One person interviewed by Anne Applebaum was the East German author Elfreide Bruning, a secret Communist before the war who welcomed the Red Army. The new regime gave her a position of privilege and affluence and, while critical of some aspects, she worked assiduously for its success. At their first meeting, Bruning continued to offer support for the then displaced Communist regime and to reject the stories of excesses and of Red Army atrocities. Later she recontacted Applebaum to relate first hand experiences of corruption that had cost her her husband, and mass rape. She also revealed how she had been aware that terror was used to facilitate thefts of property to which she was a beneficiary.
Bruning and others who the regime pampered, had a vested interest in shutting out of their minds the overwhelming evidence of its mediocrity and cruel destruction of liberty. But most others, at least for most of the time, also tolerated it.
Nonetheless dissatisfaction simmered. A popular uprising in East Germany (1953), continuous unrest in Poland and the 1956 Hungarian revolution demonstrated the unpopularity of the regimes that had brought income levels visibly lagging behind those in Western Europe. Even so, almost until the end, few saw the implosion of 1989, such was the governing class’s stranglehold over all the institutions.
The Communists in Eastern Europe mainly recognised their unlikeliness in gaining power through the ballot box. Although they polled one third of the vote in the initial elections in Czechoslovakia, aside from self-liberating Yugoslavia, nowhere else in Eastern Europe did the Communists have such popularity (and in Czechoslovakia they were going backwards by 1947). Ironically, the Communists and left-wing socialists got a higher share in Italy (39 per cent), while the Communists got 28 per cent in France (and the then semi-Trotskyist socialists got a further 18 per cent).

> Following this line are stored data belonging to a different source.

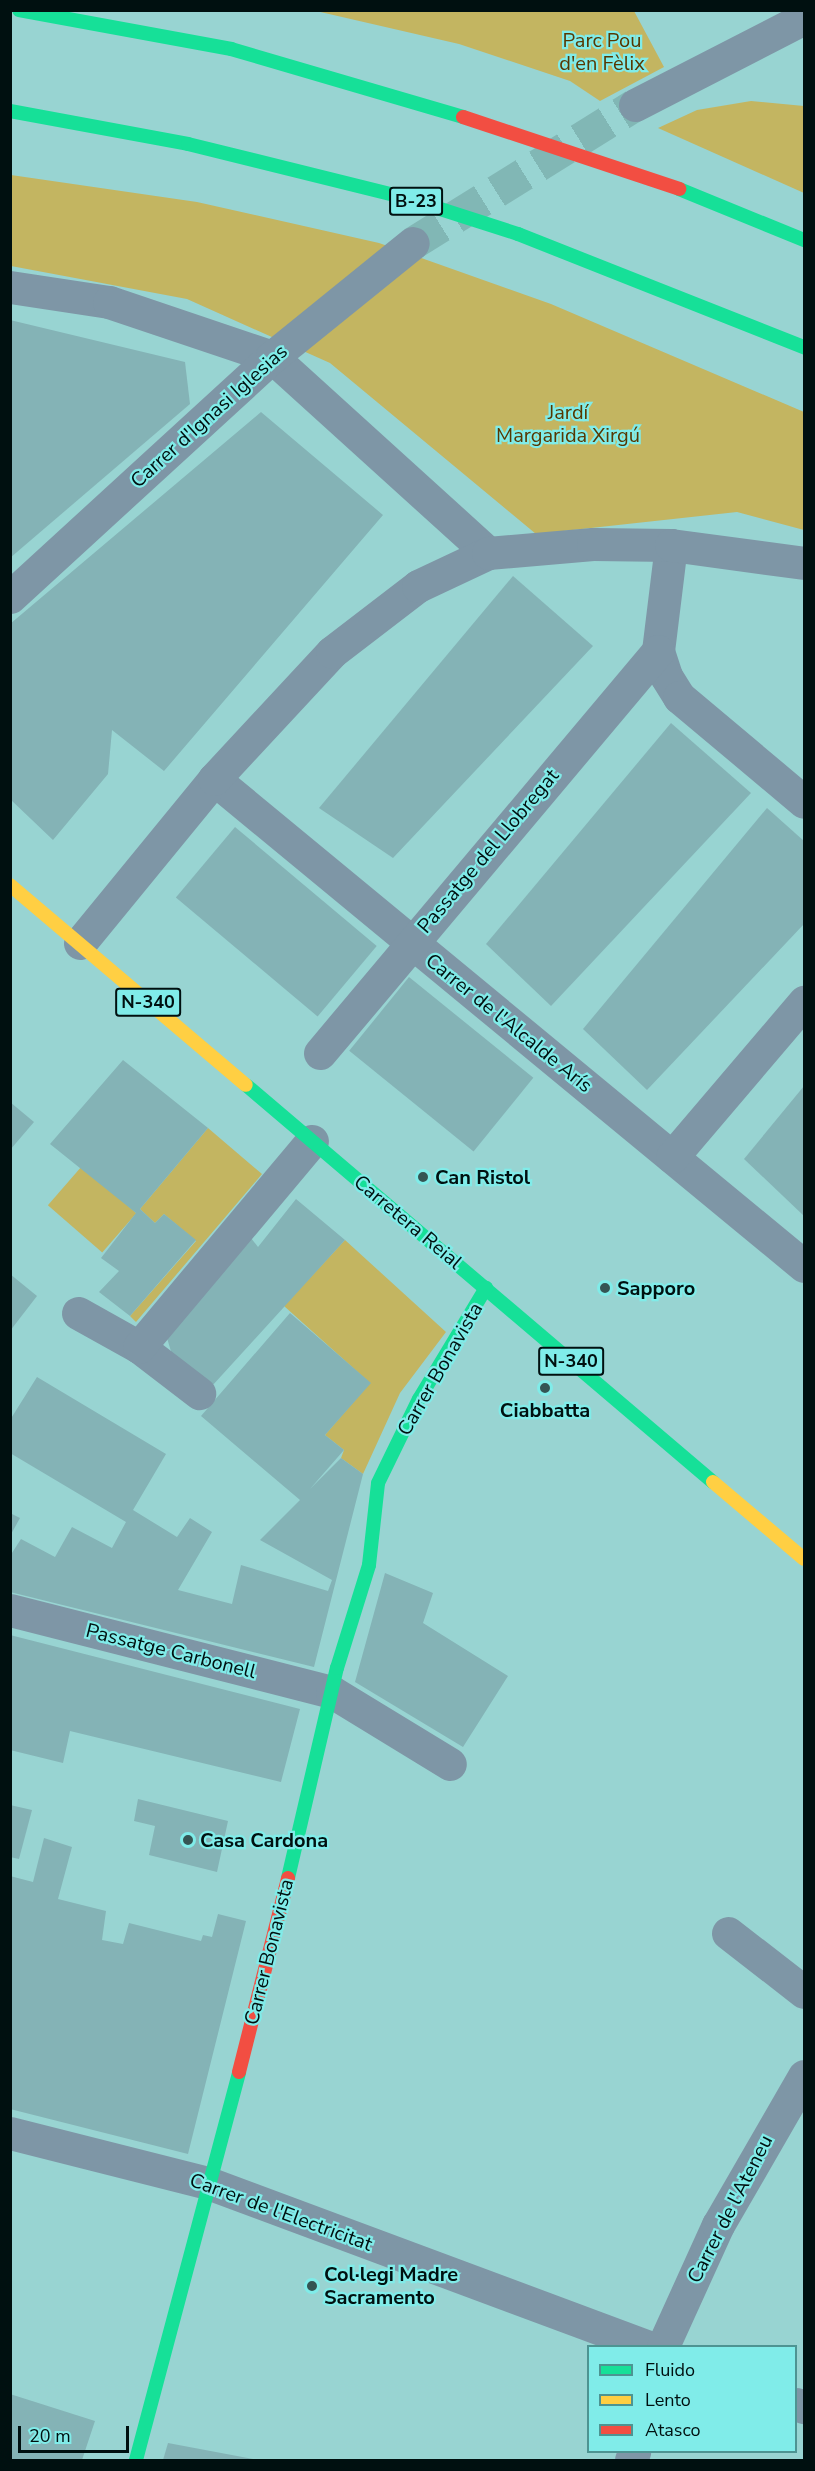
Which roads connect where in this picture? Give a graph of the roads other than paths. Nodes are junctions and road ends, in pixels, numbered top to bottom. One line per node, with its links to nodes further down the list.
1 (19, 10): 5 (main road)
2 (804, 18): 3 (street)
3 (635, 105)
4 (10, 111): 8 (main road, B-23)
5 (804, 240)
6 (413, 243): 9 (street, Carrer d'Ignasi Iglesias)
7 (10, 287): 9 (street)
8 (804, 347)
9 (272, 357): 11 (street); 13 (street, Carrer d'Ignasi Iglesias)
10 (671, 545): 11 (street); 12 (street); 14 (street)
11 (488, 553): 15 (street)
12 (804, 563)
13 (10, 597)
14 (658, 651): 16 (street); 18 (street, Passatge del Llobregat)
15 (214, 779): 18 (street, Carrer de l'Alcalde Arís); 19 (street)
16 (804, 802)
17 (10, 885): 19 (main road, Carretera Reial / N-340)
18 (411, 942): 21 (street, Passatge del Llobregat); 23 (street, Carrer de l'Alcalde Arís)
19 (80, 943): 22 (main road, Carretera Reial / N-340)
20 (804, 1002): 23 (street)
21 (320, 1053)
22 (312, 1141): 25 (main road, Carretera Reial / N-340); 27 (street)
23 (672, 1157): 24 (street, Carrer de l'Alcalde Arís)
24 (804, 1266)
25 (486, 1288): 29 (main road, Carretera Reial / N-340); 31 (main road, Carrer Bonavista)
26 (78, 1313): 27 (street)
27 (139, 1347): 28 (street)
28 (199, 1393)
29 (804, 1559)
30 (10, 1610): 31 (street, Passatge Carbonell)
31 (332, 1692): 32 (street, Passatge Carbonell); 37 (main road, Carrer Bonavista)
32 (450, 1764)
33 (728, 1934): 34 (street)
34 (804, 1992)
35 (804, 2076): 39 (street, Carrer de l'Ateneu)
36 (10, 2133): 37 (street, Carrer de l'Electricitat)
37 (208, 2183): 38 (street, Carrer de l'Electricitat); 40 (main road, Carrer Bonavista)
38 (644, 2345)
39 (663, 2345)
40 (136, 2460)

Electorates in 1945 especially in Eastern Europe did not accept the Communists’ promises of gain for the many at the expense of the rich. This may be partly attributable to excesses widely, though not universally, recognised in the Soviet Union of the 1930s and also to the brutality of the Soviet conquest of Nazi occupied Europe. Communism’s defeat was however not because it destroyed political freedoms but because it failed to deliver the living standards it promised.